3.0 Key Recommendations:
- Need for EAC Coordinated Approach in the fight against COVID-19. This calls for the adoption of flexible and adaptable measures as a region, geared towards cushioning the economies from the socio-economic impacts of COVID-19.
- Need to ensure continuity of business by the provision of liquidity to the most affected sectors.

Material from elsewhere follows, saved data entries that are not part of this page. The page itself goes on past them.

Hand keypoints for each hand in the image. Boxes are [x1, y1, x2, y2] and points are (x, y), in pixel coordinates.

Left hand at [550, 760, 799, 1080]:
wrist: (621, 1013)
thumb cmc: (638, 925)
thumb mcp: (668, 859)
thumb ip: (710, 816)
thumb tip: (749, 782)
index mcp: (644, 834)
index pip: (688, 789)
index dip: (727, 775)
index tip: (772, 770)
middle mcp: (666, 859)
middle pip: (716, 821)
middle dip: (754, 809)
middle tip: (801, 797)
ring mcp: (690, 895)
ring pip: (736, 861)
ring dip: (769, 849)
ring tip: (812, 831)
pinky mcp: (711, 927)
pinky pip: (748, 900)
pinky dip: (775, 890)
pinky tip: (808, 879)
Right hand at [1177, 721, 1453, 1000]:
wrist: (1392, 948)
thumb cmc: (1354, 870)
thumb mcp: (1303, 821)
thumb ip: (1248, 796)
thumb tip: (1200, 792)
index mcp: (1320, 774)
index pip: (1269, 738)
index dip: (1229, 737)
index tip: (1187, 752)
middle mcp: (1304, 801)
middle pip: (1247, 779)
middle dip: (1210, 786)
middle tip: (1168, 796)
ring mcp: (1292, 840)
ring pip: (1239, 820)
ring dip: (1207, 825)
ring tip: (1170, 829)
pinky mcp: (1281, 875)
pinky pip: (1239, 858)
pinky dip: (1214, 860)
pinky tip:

- Monitor EAC priority Value Chains to ensure that they are not adversely affected.
- Ensure Adoption of Open Skies Policy.
- Need for safeguard regulations and Standard Operating Procedures that are regional in nature to protect nascent businesses from shocks.
- Need to ensure regional corridors are operational without hampering trade to ensure goods flow across the region.
- Ensuring that Supply Chains are shortened to reduce dependence on foreign markets for imports and exports.
- Need to ensure there is coordinated communication and awareness of the pandemic control measures across the region.
- Ensure control and removal of identified restrictions and Non-Tariff Barriers (NTB).
- Need for flexibility in issuance of work permits to Experts with various facets of knowledge to help EAC Economies to grow.
- Need to digitize businesses to reduce adverse shocks and develop regulations that protect emerging sectors such as e-commerce and other digital innovations.